Les propos de Trump sont facilement condamnables. Il cherche à rejoindre une grande partie de sa base électorale qui est raciste. Il fait probablement diversion parce que les rafles contre les immigrants illégaux qu’il avait annoncées pour ce week-end ne se sont pas produites.  

Rien de très nouveau dans tout ceci.  

Un amalgame dangereux  

Mais il y a plus. Trump accuse les élues qu’il veut «renvoyer dans leur pays» d’être aussi des partisanes des idées de gauche. Idées qui selon lui ont ruiné les pays où elles seraient nées. Trump opère donc l’amalgame suivant :   

gauche = influence étrangère néfaste = atteinte à la «pureté raciale» américaine = parti démocrate.  

C’est un cocktail réducteur qui déchaîne les passions. Ces passions empêchent de penser la politique de manière rationnelle. Elles polarisent à l’extrême.   

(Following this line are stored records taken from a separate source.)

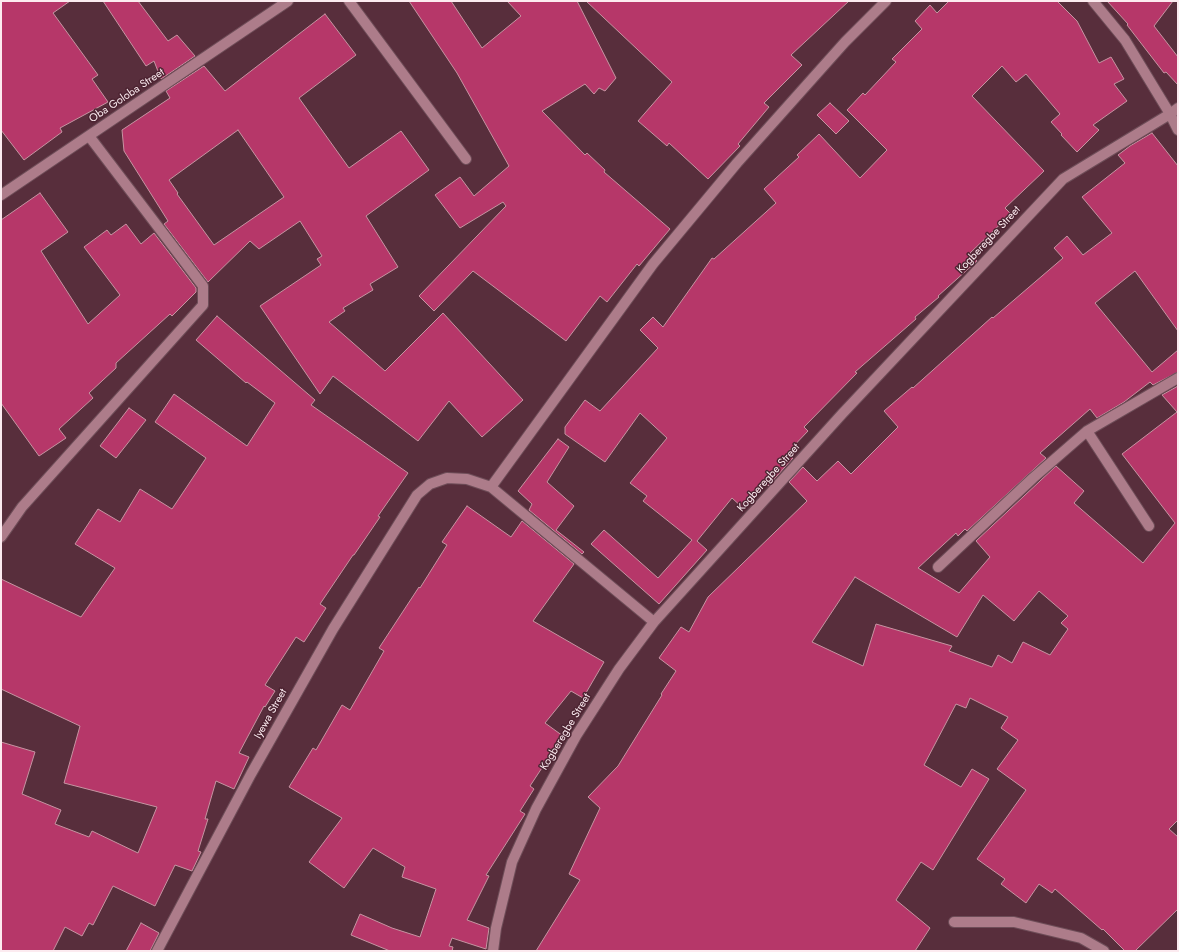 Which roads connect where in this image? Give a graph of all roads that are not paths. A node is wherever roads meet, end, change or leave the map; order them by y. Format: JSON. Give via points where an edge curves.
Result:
{"nodes":[{"id":1,"x":288,"y":1,"type":"edge"},
{"id":2,"x":349,"y":1,"type":"edge"},
{"id":3,"x":886,"y":1,"type":"edge"},
{"id":4,"x":1093,"y":1,"type":"edge"},
{"id":5,"x":1174,"y":111,"type":"edge"},
{"id":6,"x":1178,"y":130,"type":"edge"},
{"id":7,"x":89,"y":136,"type":"junction"},
{"id":8,"x":466,"y":159,"type":"dead end"},
{"id":9,"x":1,"y":195,"type":"edge"},
{"id":10,"x":1178,"y":378,"type":"edge"},
{"id":11,"x":1087,"y":431,"type":"junction"},
{"id":12,"x":491,"y":487,"type":"junction"},
{"id":13,"x":1149,"y":526,"type":"dead end"},
{"id":14,"x":1,"y":536,"type":"edge"},
{"id":15,"x":938,"y":567,"type":"dead end"},
{"id":16,"x":654,"y":622,"type":"junction"},
{"id":17,"x":954,"y":922,"type":"dead end"},
{"id":18,"x":157,"y":951,"type":"edge"},
{"id":19,"x":493,"y":951,"type":"edge"},
{"id":20,"x":1104,"y":951,"type":"edge"}],
"edges":[{"from":1,"to":7,"type":"street","name":"Oba Goloba Street"},
{"from":2,"to":8,"type":"street"},
{"from":3,"to":12,"type":"street","via":[[845,42],[737,163],[653,264]]},
{"from":4,"to":5,"type":"street","via":[[1125,40]]},
{"from":5,"to":6,"type":"street"},
{"from":5,"to":16,"type":"street","name":"Kogberegbe Street","via":[[1063,179],[842,414]]},
{"from":7,"to":9,"type":"street","name":"Oba Goloba Street"},
{"from":7,"to":14,"type":"street","via":[[203,286],[203,305],[22,507]]},
{"from":10,"to":11,"type":"street"},
{"from":11,"to":13,"type":"street"},
{"from":11,"to":15,"type":"street"},
{"from":12,"to":16,"type":"street"},
{"from":12,"to":18,"type":"street","name":"Iyewa Street","via":[[467,479],[447,478],[430,484],[417,495],[333,629],[251,774]]},
{"from":16,"to":19,"type":"street","name":"Kogberegbe Street","via":[[619,669],[576,736],[536,809],[512,862]]},
{"from":17,"to":20,"type":"street","via":[[1014,922],[1081,938]]}]}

Un courant raciste qui se dit antiraciste  

La société américaine est traversée par des courants antiracistes de toutes sortes. Encore une fois, rien de neuf ici. Mais l’un d’entre-eux, qui s’identifie à la gauche, tient en fait un discours particulièrement raciste envers les gens qui ont la peau blanche, sous prétexte de lutter contre le racisme.  

Pour ceux qui appartiennent à ce courant, tous les gens de race blanche sont automatiquement des racistes, simplement parce qu’ils sont de race blanche. Ils doivent donc se taire devant n’importe quelle personne dont la peau est colorée. Les personnes à la peau blanche ne peuvent pas non plus invoquer la logique et la science, parce que ces pseudo-gauchistes prétendent que la logique et la science sont des inventions de blancs qui ont servi à justifier le racisme. Ces racistes antiracistes vont jusqu’à la négation du droit d’existence sociale de toute personne qui est en désaccord avec leurs thèses ubuesques.  

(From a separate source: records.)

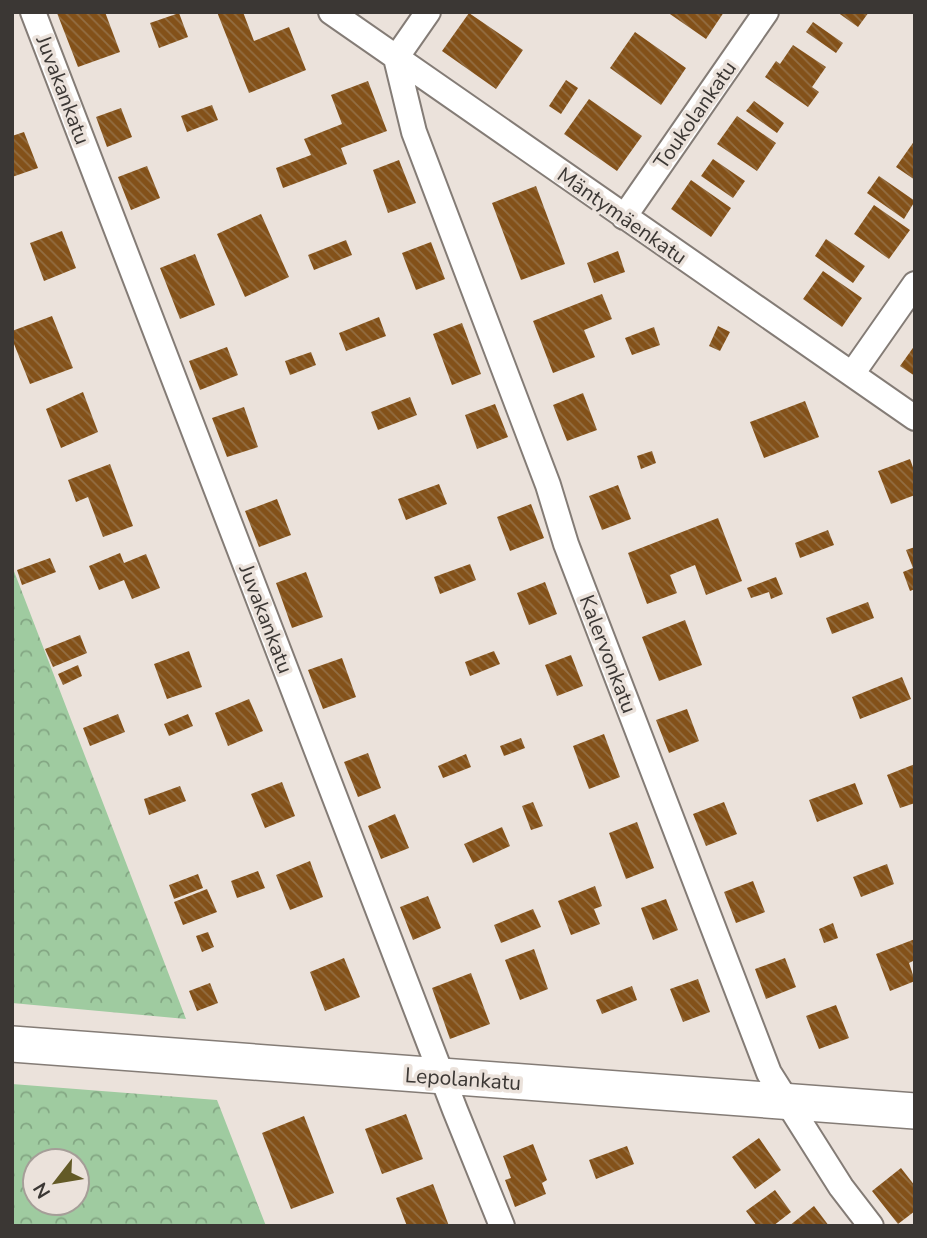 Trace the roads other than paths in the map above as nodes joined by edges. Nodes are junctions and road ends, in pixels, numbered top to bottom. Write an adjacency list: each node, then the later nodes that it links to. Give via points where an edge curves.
1 (33, 12): 11 (street, Juvakankatu)
2 (331, 12): 5 (street, Mäntymäenkatu)
3 (428, 12): 5 (street)
4 (766, 12): 6 (street, Toukolankatu)
5 (396, 58): 6 (street, Mäntymäenkatu); 12 (street, Kalervonkatu, via 414,132 548,485 566,544 769,1073)
6 (624, 217): 8 (street, Mäntymäenkatu)
7 (915, 284): 8 (street)
8 (852, 374): 9 (street, Mäntymäenkatu)
9 (915, 418)
10 (12, 1044): 11 (main road, Lepolankatu)
11 (443, 1078): 12 (main road, Lepolankatu); 14 (street, Juvakankatu)
12 (786, 1101): 13 (main road, Lepolankatu); 15 (street, Kalervonkatu)
13 (915, 1111)
14 (502, 1226)
15 (871, 1226)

Pour en revenir à Trump, il paraît clair que le but de sa manœuvre est d’attribuer aux Démocrates américains la logique de ces extrémistes qui se disent de gauche et qui sont de fieffés racistes sous le couvert de lutte anti-raciale.   

Ces gens sont très minoritaires aux États-Unis. Mais ils semblent séduire une partie des jeunes. Ce mouvement est en effet présent dans des universités américaines. Le cas le plus extrême étant celui de l’université Evergreen dans l’État de Washington.  

Et dire qu’un président américain est supposer unir les Américains.